Well now that the grandeur has subsided, I find it very unlikely that I will indeed find his art. A lot of the old buildings have burned down. Family has dwindled since the Holocaust. Nevertheless, I found it necessary to see and experience this part of the world before I died. To understand where my ancestors wer from, to appreciate their work and sacrifice so that I may live here today, in New York City, where my parents and their parents were born, and make a life for myself, as an artist. Thankfully, I have found travel companions to accompany me along the way, as they seek out their own truths and adventures.

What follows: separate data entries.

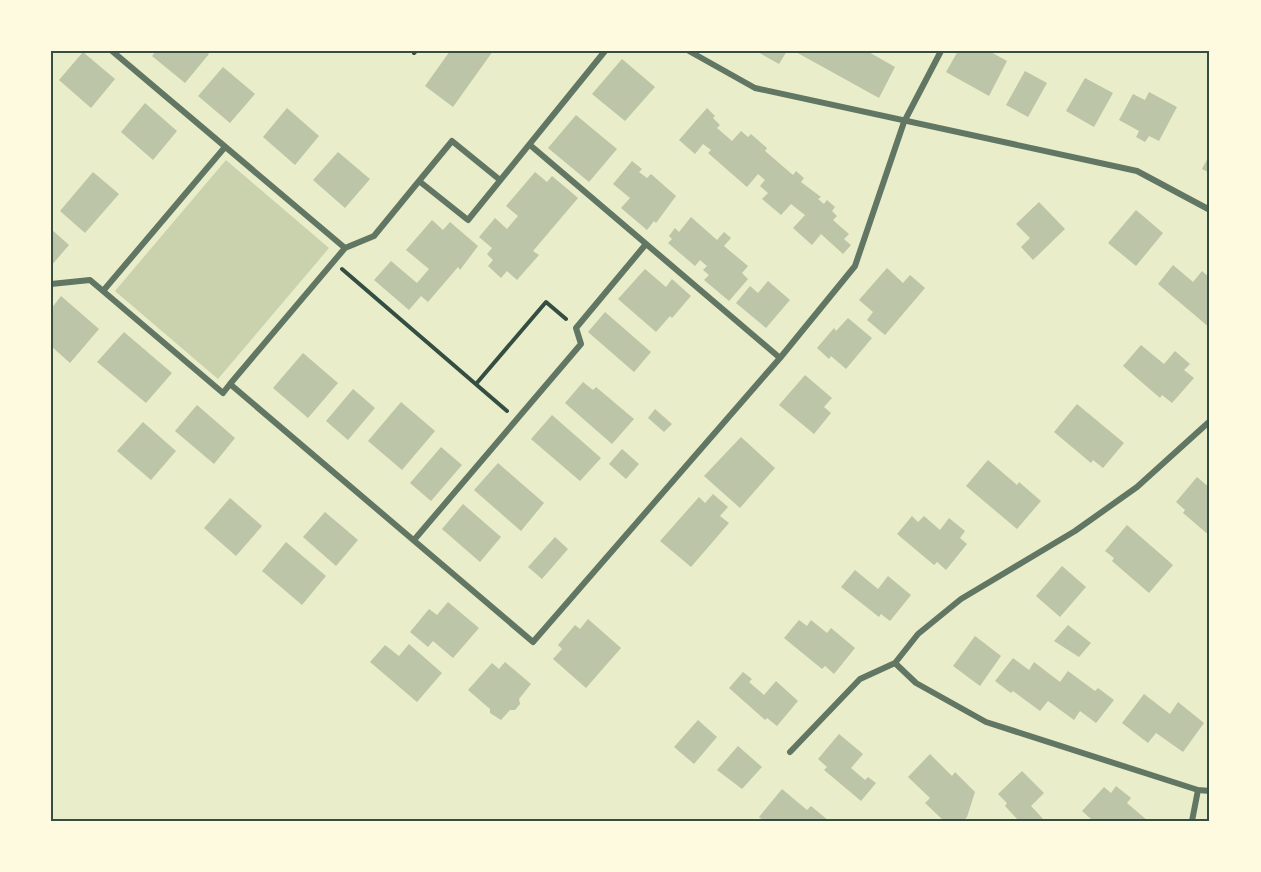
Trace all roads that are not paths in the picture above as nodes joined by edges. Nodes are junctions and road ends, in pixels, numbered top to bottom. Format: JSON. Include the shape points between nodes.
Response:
{"nodes":[{"id":1,"x":112,"y":51,"type":"edge"},
{"id":2,"x":605,"y":51,"type":"edge"},
{"id":3,"x":689,"y":51,"type":"edge"},
{"id":4,"x":940,"y":51,"type":"edge"},
{"id":5,"x":904,"y":122,"type":"junction"},
{"id":6,"x":530,"y":145,"type":"junction"},
{"id":7,"x":225,"y":147,"type":"junction"},
{"id":8,"x":500,"y":180,"type":"junction"},
{"id":9,"x":419,"y":181,"type":"junction"},
{"id":10,"x":1210,"y":210,"type":"edge"},
{"id":11,"x":646,"y":244,"type":"junction"},
{"id":12,"x":345,"y":248,"type":"junction"},
{"id":13,"x":51,"y":284,"type":"edge"},
{"id":14,"x":103,"y":291,"type":"junction"},
{"id":15,"x":780,"y":358,"type":"junction"},
{"id":16,"x":230,"y":384,"type":"junction"},
{"id":17,"x":1210,"y":421,"type":"edge"},
{"id":18,"x":414,"y":540,"type":"junction"},
{"id":19,"x":895,"y":663,"type":"junction"},
{"id":20,"x":790,"y":752,"type":"dead end"},
{"id":21,"x":1198,"y":790,"type":"junction"},
{"id":22,"x":1210,"y":791,"type":"edge"},
{"id":23,"x":1192,"y":821,"type":"edge"}],
"edges":[{"from":1,"to":7,"type":"street"},
{"from":2,"to":6,"type":"street"},
{"from":3,"to":5,"type":"street","via":[[755,88]]},
{"from":4,"to":5,"type":"street"},
{"from":5,"to":10,"type":"street","via":[[1137,171]]},
{"from":5,"to":15,"type":"street","via":[[855,266]]},
{"from":6,"to":8,"type":"street"},
{"from":6,"to":11,"type":"street"},
{"from":7,"to":12,"type":"street"},
{"from":7,"to":14,"type":"street"},
{"from":8,"to":9,"type":"street","via":[[452,141]]},
{"from":8,"to":9,"type":"street","via":[[468,220]]},
{"from":9,"to":12,"type":"street","via":[[374,236]]},
{"from":11,"to":15,"type":"street"},
{"from":11,"to":18,"type":"street","via":[[576,328],[581,344]]},
{"from":12,"to":16,"type":"street"},
{"from":13,"to":14,"type":"street","via":[[90,280]]},
{"from":14,"to":16,"type":"street","via":[[223,393]]},
{"from":15,"to":18,"type":"street","via":[[533,642]]},
{"from":16,"to":18,"type":"street"},
{"from":17,"to":19,"type":"street","via":[[1137,487],[1075,531],[961,599],[918,634]]},
{"from":19,"to":20,"type":"street","via":[[860,679]]},
{"from":19,"to":21,"type":"street","via":[[916,684],[986,722]]},
{"from":21,"to":22,"type":"street"},
{"from":21,"to":23,"type":"street"}]}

I have spent more time preparing for this adventure than any other non-theatre related experience in my life. You should see my color coded binders and flagged and annotated books. Then again, maybe you shouldn't. And yes indeed it is an adventure. Not a trip. Not a vacation. The funny thing is, the moment I hope on that plane, I have to let go of all this preparation. I have to drop this uber organized, overly responsible, stability searching, Type-A facade and just EXPERIENCE. When I return from my voyage, you can ask me what I found. Cue the indie rock song and you'll expect me to answer with "myself". As I smile and a single tear effortlessly falls down my cheek. Please. We find things every day. We learn. Every day. I look forward to all my years of questioning ahead, only with the exquisite memories of my backpacking through Europe to keep the hints of smiling from ever fading away.

There are a lot of post it notes around my desk right now. Endless lists and scribbled musings: "It's impossible to please everyone and still maintain a sense of self respect." "Why are our greatest strengths also our darkest burdens?" "Why do I constantly find myself afraid of what I want the most? I fear my greatest dreams. There's seemingly little point in ever achieving one's dreams, because the moment you do, they immediately lose their status as such."

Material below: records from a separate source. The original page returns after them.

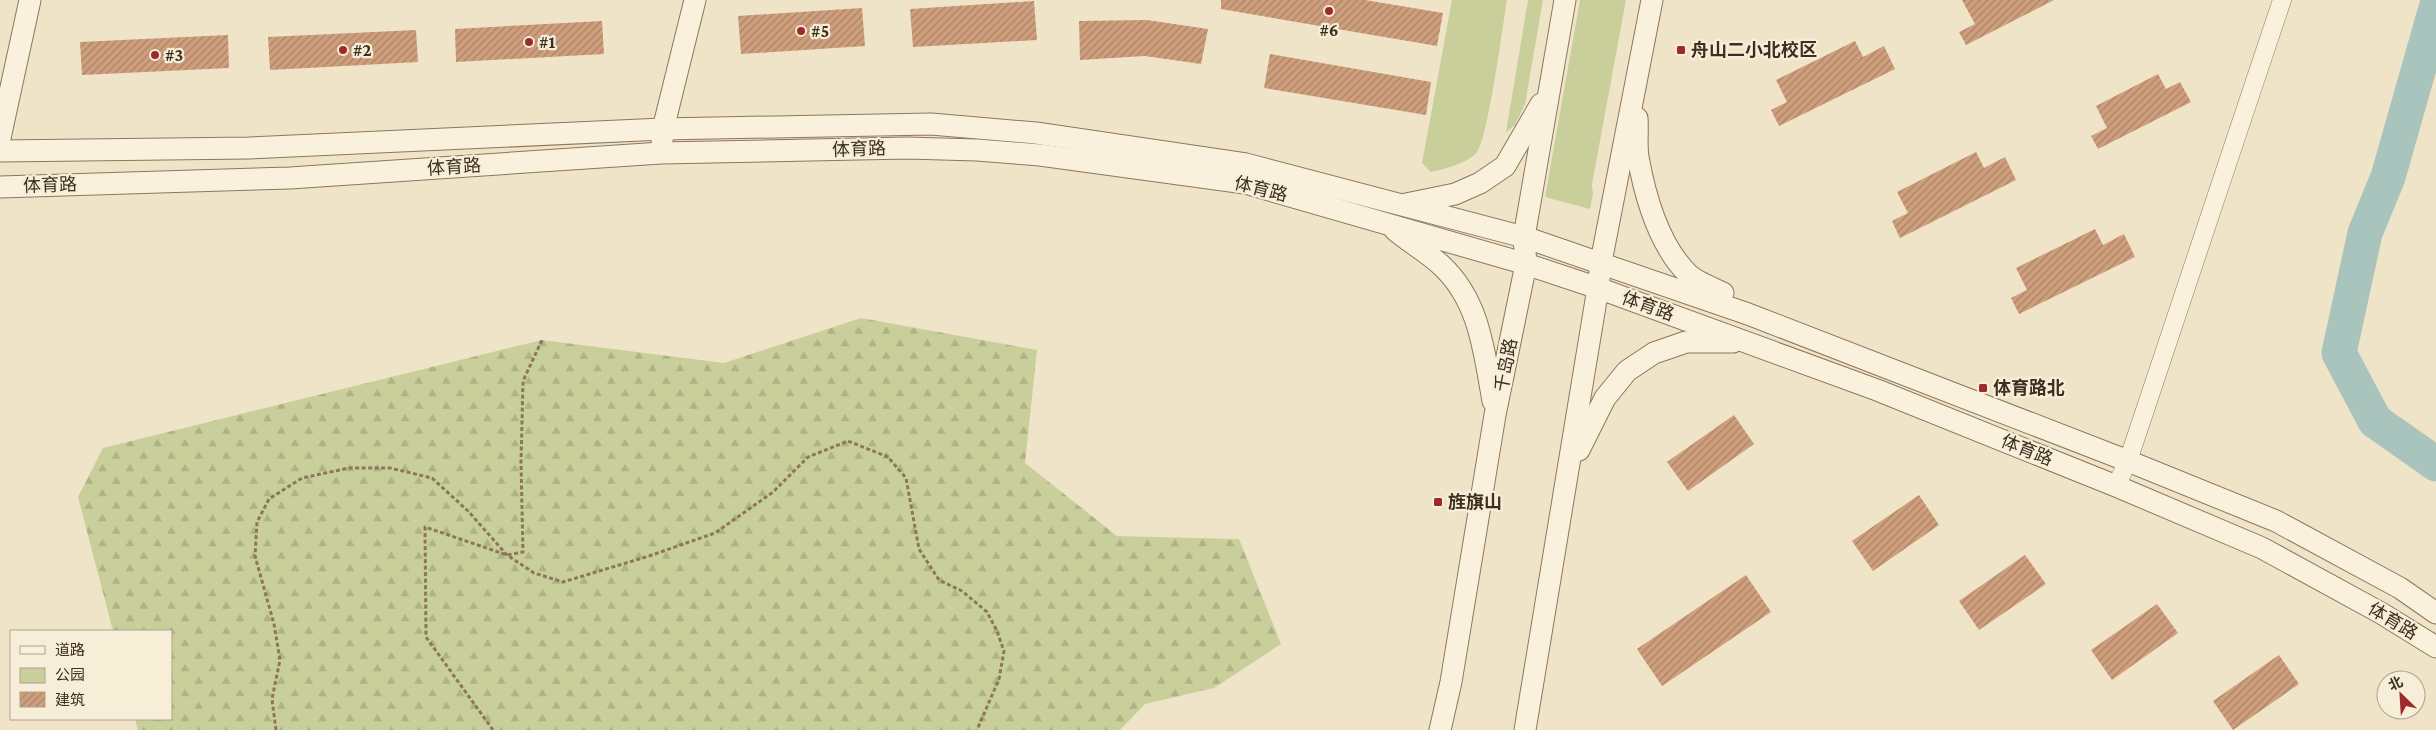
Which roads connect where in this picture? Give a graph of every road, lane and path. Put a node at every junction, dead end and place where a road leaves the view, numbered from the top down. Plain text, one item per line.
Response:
1 (30, 0) edge
2 (695, 0) edge
3 (1565, 0) edge
4 (1652, 0) edge
5 (2282, 0) edge
6 (1635, 83) junction
7 (1550, 86) junction
8 (663, 129) junction
9 (0, 138) edge
10 (0, 151) edge
11 (661, 154) junction
12 (0, 187) edge
13 (1403, 205) junction
14 (1386, 224) junction
15 (1524, 237) junction
16 (1600, 262) junction
17 (1526, 264) junction
18 (1598, 288) junction
19 (1814, 339) junction
20 (542, 340) dead end
21 (1744, 341) junction
22 (1496, 415) junction
23 (2128, 461) junction
24 (1566, 481) junction
25 (2116, 486) junction
26 (507, 556) junction
27 (2436, 613) edge
28 (2436, 647) edge
29 (276, 730) edge
30 (493, 730) edge
31 (977, 730) edge
32 (1440, 730) edge
33 (1525, 730) edge

1 - 9 street
2 - 8 street
3 - 7 street, 千岛路
4 - 6 street
5 - 23 street
6 - 16 street
6 - 19 street
7 - 13 street
7 - 15 street, 千岛路
8 - 10 street, 体育路
8 - 11 street
8 - 13 street, 体育路
11 - 12 street, 体育路
11 - 14 street, 体育路
13 - 15 street, 体育路
14 - 17 street, 体育路
14 - 22 street
15 - 16 street, 体育路
15 - 17 street, 千岛路
16 - 18 street
16 - 19 street, 体育路
17 - 18 street, 体育路
17 - 22 street, 千岛路
18 - 21 street, 体育路
18 - 24 street
19 - 23 street, 体育路
20 - 26 path
21 - 24 street
21 - 25 street, 体育路
22 - 32 street, 千岛路
23 - 25 street
23 - 27 street, 体育路
24 - 33 street
25 - 28 street, 体育路
26 - 29 path
26 - 30 path
26 - 31 path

After a week of luxury back home in Marin, the last week in New York has been rather difficult. I found myself nervous, scared even. The country felt off, in dire need of economic and social dramamine. How could I possibly leave at a time like this? Hm. This is probably the point where I stop questioning, stop hesitating, for a moment. For an instant. The bags are packed. The flight is booked. My European Escapades await, whatever they may hold in store. And no matter what happens, I will enjoy every moment of it. For the first time in my life, I shall make that my only responsibility.

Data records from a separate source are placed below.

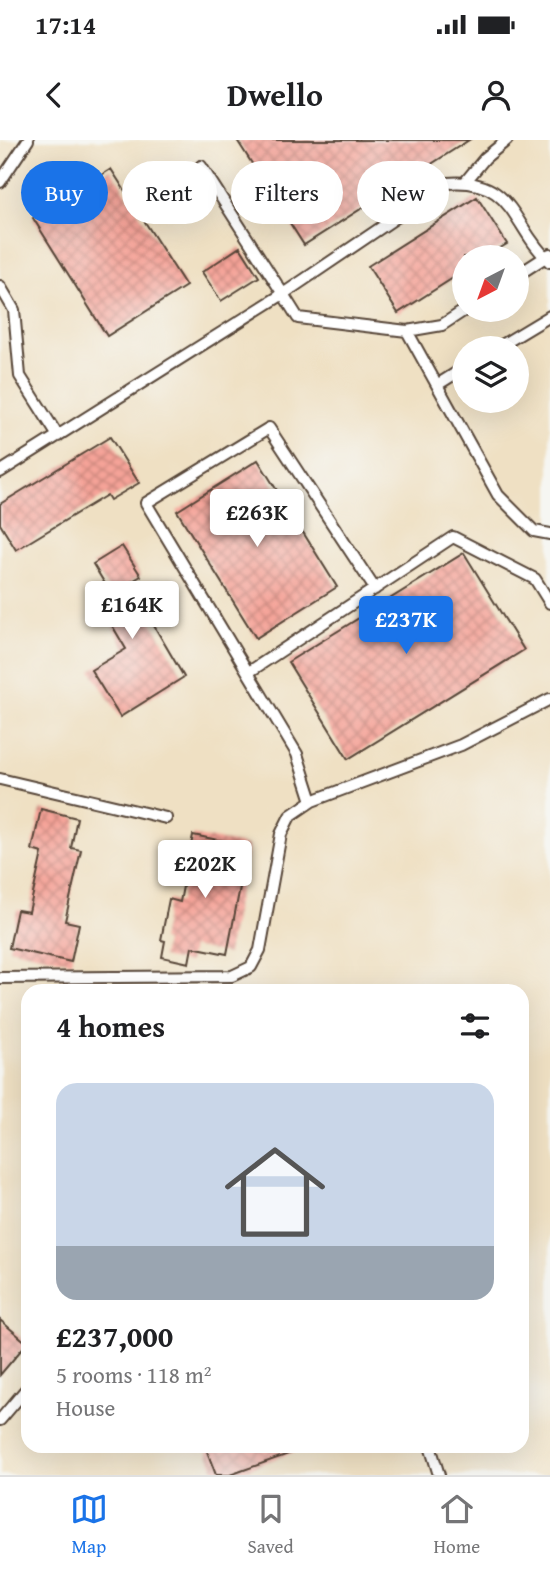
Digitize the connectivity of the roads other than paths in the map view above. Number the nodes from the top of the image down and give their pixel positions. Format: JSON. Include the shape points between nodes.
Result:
{"nodes":[{"id":1,"x":28,"y":140,"type":"edge"},
{"id":2,"x":507,"y":140,"type":"edge"},
{"id":3,"x":466,"y":181,"type":"junction"},
{"id":4,"x":0,"y":182,"type":"edge"},
{"id":5,"x":217,"y":191,"type":"edge"},
{"id":6,"x":548,"y":258,"type":"edge"},
{"id":7,"x":529,"y":269,"type":"edge"},
{"id":8,"x":0,"y":286,"type":"edge"},
{"id":9,"x":284,"y":294,"type":"junction"},
{"id":10,"x":550,"y":316,"type":"edge"},
{"id":11,"x":452,"y":319,"type":"edge"},
{"id":12,"x":407,"y":331,"type":"junction"},
{"id":13,"x":517,"y":336,"type":"edge"},
{"id":14,"x":452,"y":376,"type":"edge"},
{"id":15,"x":437,"y":385,"type":"junction"},
{"id":16,"x":58,"y":436,"type":"junction"},
{"id":17,"x":0,"y":472,"type":"edge"},
{"id":18,"x":550,"y":534,"type":"edge"},
{"id":19,"x":375,"y":589,"type":"junction"},
{"id":20,"x":550,"y":603,"type":"edge"},
{"id":21,"x":249,"y":673,"type":"junction"},
{"id":22,"x":550,"y":699,"type":"edge"},
{"id":23,"x":0,"y":779,"type":"edge"},
{"id":24,"x":312,"y":801,"type":"junction"},
{"id":25,"x":166,"y":818,"type":"dead end"},
{"id":26,"x":0,"y":978,"type":"edge"},
{"id":27,"x":21,"y":1395,"type":"edge"},
{"id":28,"x":0,"y":1420,"type":"edge"},
{"id":29,"x":432,"y":1453,"type":"edge"},
{"id":30,"x":439,"y":1475,"type":"edge"}],
"edges":[{"from":1,"to":4,"type":"lane"},
{"from":2,"to":3,"type":"lane"},
{"from":3,"to":6,"type":"lane","via":[[502,196]]},
{"from":3,"to":9,"type":"lane","via":[[447,183]]},
{"from":5,"to":9,"type":"lane"},
{"from":6,"to":7,"type":"lane"},
{"from":8,"to":16,"type":"lane","via":[[14,310],[20,376]]},
{"from":9,"to":12,"type":"lane","via":[[299,318]]},
{"from":9,"to":16,"type":"lane"},
{"from":10,"to":13,"type":"lane"},
{"from":11,"to":12,"type":"lane"},
{"from":12,"to":15,"type":"lane"},
{"from":14,"to":15,"type":"lane"},
{"from":15,"to":18,"type":"lane","via":[[498,495],[534,531]]},
{"from":16,"to":17,"type":"lane"},
{"from":19,"to":20,"type":"lane","via":[[453,537],[535,579]]},
{"from":19,"to":21,"type":"lane"},
{"from":19,"to":21,"type":"lane","via":[[269,428],[146,503]]},
{"from":21,"to":24,"type":"lane","via":[[297,754]]},
{"from":22,"to":24,"type":"lane","via":[[461,745]]},
{"from":23,"to":25,"type":"lane"},
{"from":24,"to":26,"type":"lane","via":[[290,816],[281,834],[260,950],[251,967],[232,976]]},
{"from":27,"to":28,"type":"lane"},
{"from":29,"to":30,"type":"lane"}]}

"I'm the sum total of my ancestors. I carry their DNA. We are representatives of a long line of people. And we carry them around everywhere. This long line of people that goes back to the beginning of time. And when we meet - they meet other lines of people. And we say bring together the lines of me...When I look back over the years at the things that brought tears to my eyes. Papa said we have to be wise to live long lives. Now I recognize what my father said before he dies. Vocalize things I've left unsaid. Left my spirit unfed for too long. I'm coming home to my family where I can be strong. Be who I planned to be, within me my ancestry giving me continuity. Would it be remiss to continue in this way? Would you rather I quit? Come with the other shit, making people's hips sway? Lip service I pay, but I'm nervous I pray for all the mothers who get no sleep. Like a lifeline, I write lines cuz my compassion is deep for the people who fashion me my soul to keep. And this is who I happen to be. And if I don't see that I'm strong, then I won't be. This is what my Daddy told me. I wished he would hold me a little more
than he did. But he taught me my culture and how to live positive. I never wanna shame the blood in my veins and bring pain to my sweet grandfathers face in his resting place. I make haste to learn and not waste everything my forefathers earned in tears, for my culture."